Kureishi's dad spent a lifetime working as a clerk in Pakistan's embassy in London, without diplomatic ambition as he poured all his energies to writing. The story circles around the inevitable sadness of never getting one's voice through, despite one's deep love and passion for literature. Such stories of misunderstood artists can perhaps be found in most families, so the question remains, what can the coming generations learn from them?
It seems Kureishi is writing the memoir as a gift to his own sons, who may not otherwise become interested in the complexity of their South Asian past. So what kind of gifts are there to be found in the family archives? Wouldn't it be every child's right to have a skilled storyteller parent like Kureishi as a mediator between generations? The memoir is built around the father's rejected novel manuscripts, and through reading and re-reading them, Kureishi engages in a conversation with his father - a conversation without closure, as finally there is no fundamental secret out there to be revealed.
I was reading this memoir soon after Vikram Seth's Two Lives (2005), another London-based South Asian family saga. Though fascinated by Seth's family's unbelievable connections to world history (far wilder than Kureishi's), I have not managed to finish it yet. I enjoyed the story but his way of writing didn't appeal to me directly; I had to work very hard to enter the story, and I remained in it as a polite outsider. Seth's way of memoir-writing is encyclopedic, so full of details the writer becomes easily exhausted. Kureishi, on the other hand, invites the reader right in, without recourse to distancing politeness. He has the skill to stick to the essentials, work deeper on the psyche and relationships, and weave the inner journeys together with philosophy that is not transcendental, but a kind of theory of human creativity, a theory of writing. For example:
"I came to see groups as a "third" space, between being alone and losing oneself in a large organisation. The purpose - writing - was still personal, but you saw where others fitted in." (170)
In this memoir, I particularly loved the "theoretical" bits: his relationship with Freud and Jung as introduced to him by his psychotherapist uncle, the meditations on immigration and exile, the abstractions that were never dry. The history of British left-wing and anarchist movements of the 1970s and 80s are also there, as well as a delicious element of cultural studies.
There is no perfect text, which which one would feel unanimously in harmony.

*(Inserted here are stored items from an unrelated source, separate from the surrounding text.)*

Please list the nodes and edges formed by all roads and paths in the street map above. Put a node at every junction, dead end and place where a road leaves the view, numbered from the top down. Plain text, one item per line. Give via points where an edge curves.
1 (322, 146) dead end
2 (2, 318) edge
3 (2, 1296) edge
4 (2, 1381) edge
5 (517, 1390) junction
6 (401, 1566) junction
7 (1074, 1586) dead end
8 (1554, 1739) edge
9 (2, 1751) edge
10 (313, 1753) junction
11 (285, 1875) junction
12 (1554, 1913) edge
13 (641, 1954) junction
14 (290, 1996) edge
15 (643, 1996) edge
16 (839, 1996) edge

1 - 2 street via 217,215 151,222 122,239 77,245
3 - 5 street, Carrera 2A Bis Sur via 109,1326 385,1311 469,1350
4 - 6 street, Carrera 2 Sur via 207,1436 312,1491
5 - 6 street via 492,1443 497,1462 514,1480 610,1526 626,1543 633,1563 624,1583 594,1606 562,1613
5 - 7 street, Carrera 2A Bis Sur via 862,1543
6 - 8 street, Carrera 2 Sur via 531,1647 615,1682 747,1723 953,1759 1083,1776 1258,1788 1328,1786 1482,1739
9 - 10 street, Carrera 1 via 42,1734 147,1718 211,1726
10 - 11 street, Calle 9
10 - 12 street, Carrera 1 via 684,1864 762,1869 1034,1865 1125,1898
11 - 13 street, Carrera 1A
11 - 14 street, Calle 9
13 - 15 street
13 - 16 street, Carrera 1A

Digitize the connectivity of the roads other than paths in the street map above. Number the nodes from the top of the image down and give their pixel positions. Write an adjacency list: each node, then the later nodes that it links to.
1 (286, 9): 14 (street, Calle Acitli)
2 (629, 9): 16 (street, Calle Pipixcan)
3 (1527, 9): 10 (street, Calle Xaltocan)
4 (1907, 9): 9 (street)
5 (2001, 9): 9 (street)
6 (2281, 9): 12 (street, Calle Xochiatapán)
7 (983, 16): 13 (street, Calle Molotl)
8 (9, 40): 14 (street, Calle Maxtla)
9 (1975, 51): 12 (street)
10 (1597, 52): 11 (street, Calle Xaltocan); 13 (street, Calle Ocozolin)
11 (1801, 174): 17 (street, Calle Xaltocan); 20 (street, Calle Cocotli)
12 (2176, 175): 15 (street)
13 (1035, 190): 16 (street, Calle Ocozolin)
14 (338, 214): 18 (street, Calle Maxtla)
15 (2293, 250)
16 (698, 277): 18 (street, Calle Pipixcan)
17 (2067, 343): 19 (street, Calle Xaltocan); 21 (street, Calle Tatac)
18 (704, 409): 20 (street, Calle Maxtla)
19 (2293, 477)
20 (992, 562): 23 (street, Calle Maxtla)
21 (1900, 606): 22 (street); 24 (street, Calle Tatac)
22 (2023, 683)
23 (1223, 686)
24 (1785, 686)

For me, a satisfying reading experience always involves irritation. Here I was intriqued by Kureishi's ambivalent relationship with feminism: having dated and lived with many, he embraces feminism as a political movement and acknowledges its effect on his personal life: "If feminism released women from the exclusive maternal function, it enabled men to reclaim that place. Being a good father means being a good mother too, and more puzzlement about the respective role of both parents." (239) With this autobiographical political statement in mind, it truly puzzles me that in a literary-oriented memoir, Kureishi does not acknowledge a single woman writer as an influence, either to him or to his father.
The literary history in this memoir is pure Boyology, segregated from the everyday lives of women, and the ideal type of the serious writer is an angst-ridden, solitary male. I would expect more from an author with obvious feminist sympathies at many (sexual? socio-political?) levels, that he would also include women in his intellectual history. Women relying only on women writers as intellectual references are usually considered militant man-haters; male writers doing the same in the gallery of male authorities still seem to be doing the "normal" thing, based on some millennia of canonical practice.